Depending on the application, it may be necessary to dereplicate the set of MAGs to remove redundancy and retain only unique genome representatives. Our workflow includes a dereplication step that can use any genome distance matrix to find clusters of similar genomes (based on a specific similarity threshold) and identify the most representative MAG (in our case, it will be the longest genome in the cluster). Here we use Sourmash to generate the distance matrix but any other tool could also be used.

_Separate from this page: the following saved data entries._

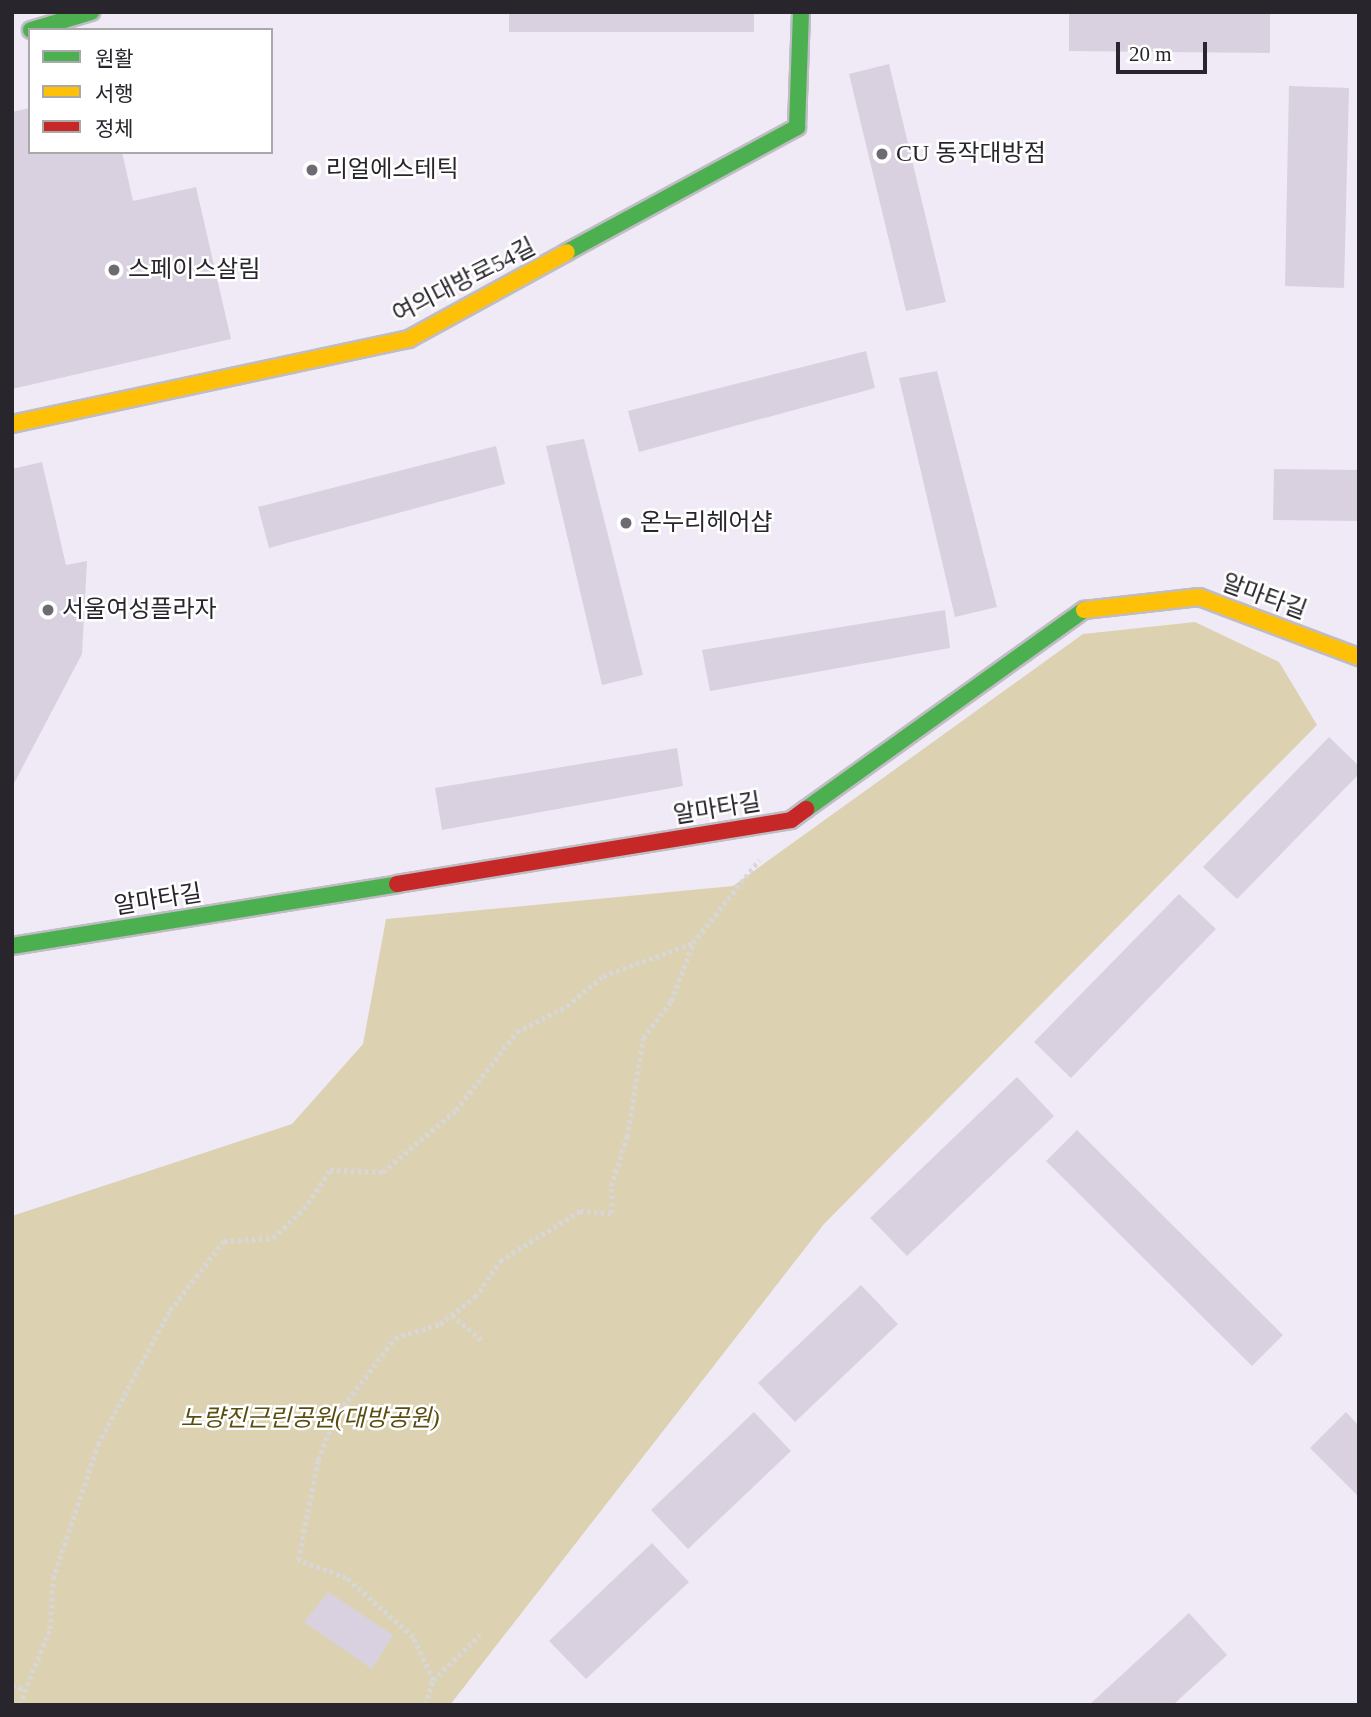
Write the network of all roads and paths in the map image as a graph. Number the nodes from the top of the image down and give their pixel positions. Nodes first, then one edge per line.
1 (91, 12) edge
2 (801, 12) edge
3 (37, 28) edge
4 (12, 424) edge
5 (1359, 657) edge
6 (767, 851) dead end
7 (693, 943) junction
8 (12, 946) edge
9 (452, 1315) junction
10 (484, 1342) dead end
11 (480, 1635) dead end
12 (433, 1680) junction
13 (12, 1686) edge
14 (24, 1689) junction
15 (19, 1705) edge
16 (425, 1705) edge

1 - 3 street
2 - 4 street, 여의대방로54길
5 - 8 street, 알마타길
6 - 7 path
7 - 9 path
7 - 14 path
9 - 10 path
9 - 12 path
11 - 12 path
12 - 16 path
13 - 14 path
14 - 15 path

Compute MinHash signatures with Sourmash

In this step, Sourmash is used to compute MinHash signatures for the filtered MAGs. MinHash is a method used to compare large datasets efficiently by creating compressed representations of genomes.

mosh sourmash compute \
    --i-sequence-file cache:mags_filtered_50 \           
    --p-ksizes 35 \                                  
    --p-scaled 10 \                                                             
    --o-min-hash-signature cache:mags_minhash_50 \
    --verbose

Compare MinHash signatures

Here we compare the computed MinHash signatures to evaluate the similarity between the genomes. This step will allow for dereplication by identifying highly similar genomes.

mosh sourmash compare \
    --i-min-hash-signature cache:mags_minhash_50 \ 
    --p-ksize 35 \                                                          
    --o-compare-output cache:mags_dist_matrix_50 \
    --verbose

Dereplicate MAGs

This step dereplicates the filtered MAGs, ensuring that only unique MAGs are retained. Dereplication reduces redundancy by merging similar genomes based on a similarity threshold.

mosh annotate dereplicate-mags \
    --i-mags cache:mags_filtered_50 \                    
    --i-distance-matrix cache:mags_dist_matrix_50 \       
    --p-threshold 0.99 \
    --o-dereplicated-mags cache:mags_derep_50 \   
    --o-table cache:mags_ft_50  \
    --verbose